■ **YOUR TASK**: Retype every record that appears below, unchanged.

[Stored data]
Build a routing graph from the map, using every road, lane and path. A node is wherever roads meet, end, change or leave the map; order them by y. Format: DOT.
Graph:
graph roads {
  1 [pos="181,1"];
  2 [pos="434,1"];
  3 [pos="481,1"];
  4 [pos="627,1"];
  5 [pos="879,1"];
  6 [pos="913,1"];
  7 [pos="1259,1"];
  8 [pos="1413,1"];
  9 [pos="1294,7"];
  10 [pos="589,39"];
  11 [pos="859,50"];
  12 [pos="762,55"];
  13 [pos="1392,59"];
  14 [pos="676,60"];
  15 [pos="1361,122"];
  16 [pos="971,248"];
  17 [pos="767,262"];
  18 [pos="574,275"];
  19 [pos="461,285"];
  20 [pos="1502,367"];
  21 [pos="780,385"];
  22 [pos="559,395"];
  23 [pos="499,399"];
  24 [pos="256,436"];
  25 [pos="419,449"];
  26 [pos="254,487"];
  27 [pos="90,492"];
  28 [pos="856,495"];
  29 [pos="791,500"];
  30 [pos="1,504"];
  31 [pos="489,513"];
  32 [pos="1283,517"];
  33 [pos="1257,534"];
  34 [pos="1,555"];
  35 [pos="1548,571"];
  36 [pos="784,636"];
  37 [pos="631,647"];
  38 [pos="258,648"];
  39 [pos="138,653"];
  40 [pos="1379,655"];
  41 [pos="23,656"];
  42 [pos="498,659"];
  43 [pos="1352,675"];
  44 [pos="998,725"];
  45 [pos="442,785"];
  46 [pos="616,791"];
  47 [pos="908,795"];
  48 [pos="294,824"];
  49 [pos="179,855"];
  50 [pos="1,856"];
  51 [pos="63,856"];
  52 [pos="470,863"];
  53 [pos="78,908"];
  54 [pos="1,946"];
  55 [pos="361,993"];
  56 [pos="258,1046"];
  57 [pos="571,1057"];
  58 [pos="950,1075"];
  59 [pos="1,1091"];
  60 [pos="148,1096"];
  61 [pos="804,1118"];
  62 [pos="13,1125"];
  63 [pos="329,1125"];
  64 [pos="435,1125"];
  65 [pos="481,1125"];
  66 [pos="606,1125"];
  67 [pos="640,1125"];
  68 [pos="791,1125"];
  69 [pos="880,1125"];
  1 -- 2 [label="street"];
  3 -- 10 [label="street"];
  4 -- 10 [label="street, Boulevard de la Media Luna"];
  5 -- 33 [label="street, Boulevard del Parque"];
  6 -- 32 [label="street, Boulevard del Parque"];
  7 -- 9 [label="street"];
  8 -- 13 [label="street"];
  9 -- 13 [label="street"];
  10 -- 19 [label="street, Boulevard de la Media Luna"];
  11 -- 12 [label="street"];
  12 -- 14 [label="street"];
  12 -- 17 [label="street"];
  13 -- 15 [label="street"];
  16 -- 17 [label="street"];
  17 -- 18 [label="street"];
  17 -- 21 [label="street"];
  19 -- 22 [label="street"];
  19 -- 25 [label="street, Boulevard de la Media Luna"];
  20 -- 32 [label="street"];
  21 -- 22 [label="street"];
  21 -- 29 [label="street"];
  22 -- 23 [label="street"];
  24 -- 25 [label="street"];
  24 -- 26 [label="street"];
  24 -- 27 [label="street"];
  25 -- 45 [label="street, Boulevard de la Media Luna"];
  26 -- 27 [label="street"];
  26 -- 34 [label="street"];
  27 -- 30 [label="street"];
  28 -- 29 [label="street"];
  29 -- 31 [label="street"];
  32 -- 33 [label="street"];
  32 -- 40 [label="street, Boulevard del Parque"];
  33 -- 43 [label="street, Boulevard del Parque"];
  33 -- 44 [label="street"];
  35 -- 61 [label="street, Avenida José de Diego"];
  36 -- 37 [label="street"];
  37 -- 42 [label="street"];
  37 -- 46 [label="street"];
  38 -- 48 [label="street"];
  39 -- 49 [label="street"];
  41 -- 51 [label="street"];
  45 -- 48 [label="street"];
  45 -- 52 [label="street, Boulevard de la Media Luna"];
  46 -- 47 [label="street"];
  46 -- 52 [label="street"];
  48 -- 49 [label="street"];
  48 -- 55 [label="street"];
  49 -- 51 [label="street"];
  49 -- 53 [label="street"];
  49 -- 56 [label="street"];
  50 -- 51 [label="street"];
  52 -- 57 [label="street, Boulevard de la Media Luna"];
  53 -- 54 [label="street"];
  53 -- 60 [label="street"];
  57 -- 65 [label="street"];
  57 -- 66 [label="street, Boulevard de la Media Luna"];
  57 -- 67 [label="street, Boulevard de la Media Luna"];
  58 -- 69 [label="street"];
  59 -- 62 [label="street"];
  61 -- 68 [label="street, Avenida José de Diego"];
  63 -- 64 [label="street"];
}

■ **WRITTEN ANSWER**:
Build a routing graph from the map, using every road, lane and path. A node is wherever roads meet, end, change or leave the map; order them by y. Format: DOT.
Graph:
graph roads {
  1 [pos="181,1"];
  2 [pos="434,1"];
  3 [pos="481,1"];
  4 [pos="627,1"];
  5 [pos="879,1"];
  6 [pos="913,1"];
  7 [pos="1259,1"];
  8 [pos="1413,1"];
  9 [pos="1294,7"];
  10 [pos="589,39"];
  11 [pos="859,50"];
  12 [pos="762,55"];
  13 [pos="1392,59"];
  14 [pos="676,60"];
  15 [pos="1361,122"];
  16 [pos="971,248"];
  17 [pos="767,262"];
  18 [pos="574,275"];
  19 [pos="461,285"];
  20 [pos="1502,367"];
  21 [pos="780,385"];
  22 [pos="559,395"];
  23 [pos="499,399"];
  24 [pos="256,436"];
  25 [pos="419,449"];
  26 [pos="254,487"];
  27 [pos="90,492"];
  28 [pos="856,495"];
  29 [pos="791,500"];
  30 [pos="1,504"];
  31 [pos="489,513"];
  32 [pos="1283,517"];
  33 [pos="1257,534"];
  34 [pos="1,555"];
  35 [pos="1548,571"];
  36 [pos="784,636"];
  37 [pos="631,647"];
  38 [pos="258,648"];
  39 [pos="138,653"];
  40 [pos="1379,655"];
  41 [pos="23,656"];
  42 [pos="498,659"];
  43 [pos="1352,675"];
  44 [pos="998,725"];
  45 [pos="442,785"];
  46 [pos="616,791"];
  47 [pos="908,795"];
  48 [pos="294,824"];
  49 [pos="179,855"];
  50 [pos="1,856"];
  51 [pos="63,856"];
  52 [pos="470,863"];
  53 [pos="78,908"];
  54 [pos="1,946"];
  55 [pos="361,993"];
  56 [pos="258,1046"];
  57 [pos="571,1057"];
  58 [pos="950,1075"];
  59 [pos="1,1091"];
  60 [pos="148,1096"];
  61 [pos="804,1118"];
  62 [pos="13,1125"];
  63 [pos="329,1125"];
  64 [pos="435,1125"];
  65 [pos="481,1125"];
  66 [pos="606,1125"];
  67 [pos="640,1125"];
  68 [pos="791,1125"];
  69 [pos="880,1125"];
  1 -- 2 [label="street"];
  3 -- 10 [label="street"];
  4 -- 10 [label="street, Boulevard de la Media Luna"];
  5 -- 33 [label="street, Boulevard del Parque"];
  6 -- 32 [label="street, Boulevard del Parque"];
  7 -- 9 [label="street"];
  8 -- 13 [label="street"];
  9 -- 13 [label="street"];
  10 -- 19 [label="street, Boulevard de la Media Luna"];
  11 -- 12 [label="street"];
  12 -- 14 [label="street"];
  12 -- 17 [label="street"];
  13 -- 15 [label="street"];
  16 -- 17 [label="street"];
  17 -- 18 [label="street"];
  17 -- 21 [label="street"];
  19 -- 22 [label="street"];
  19 -- 25 [label="street, Boulevard de la Media Luna"];
  20 -- 32 [label="street"];
  21 -- 22 [label="street"];
  21 -- 29 [label="street"];
  22 -- 23 [label="street"];
  24 -- 25 [label="street"];
  24 -- 26 [label="street"];
  24 -- 27 [label="street"];
  25 -- 45 [label="street, Boulevard de la Media Luna"];
  26 -- 27 [label="street"];
  26 -- 34 [label="street"];
  27 -- 30 [label="street"];
  28 -- 29 [label="street"];
  29 -- 31 [label="street"];
  32 -- 33 [label="street"];
  32 -- 40 [label="street, Boulevard del Parque"];
  33 -- 43 [label="street, Boulevard del Parque"];
  33 -- 44 [label="street"];
  35 -- 61 [label="street, Avenida José de Diego"];
  36 -- 37 [label="street"];
  37 -- 42 [label="street"];
  37 -- 46 [label="street"];
  38 -- 48 [label="street"];
  39 -- 49 [label="street"];
  41 -- 51 [label="street"];
  45 -- 48 [label="street"];
  45 -- 52 [label="street, Boulevard de la Media Luna"];
  46 -- 47 [label="street"];
  46 -- 52 [label="street"];
  48 -- 49 [label="street"];
  48 -- 55 [label="street"];
  49 -- 51 [label="street"];
  49 -- 53 [label="street"];
  49 -- 56 [label="street"];
  50 -- 51 [label="street"];
  52 -- 57 [label="street, Boulevard de la Media Luna"];
  53 -- 54 [label="street"];
  53 -- 60 [label="street"];
  57 -- 65 [label="street"];
  57 -- 66 [label="street, Boulevard de la Media Luna"];
  57 -- 67 [label="street, Boulevard de la Media Luna"];
  58 -- 69 [label="street"];
  59 -- 62 [label="street"];
  61 -- 68 [label="street, Avenida José de Diego"];
  63 -- 64 [label="street"];
}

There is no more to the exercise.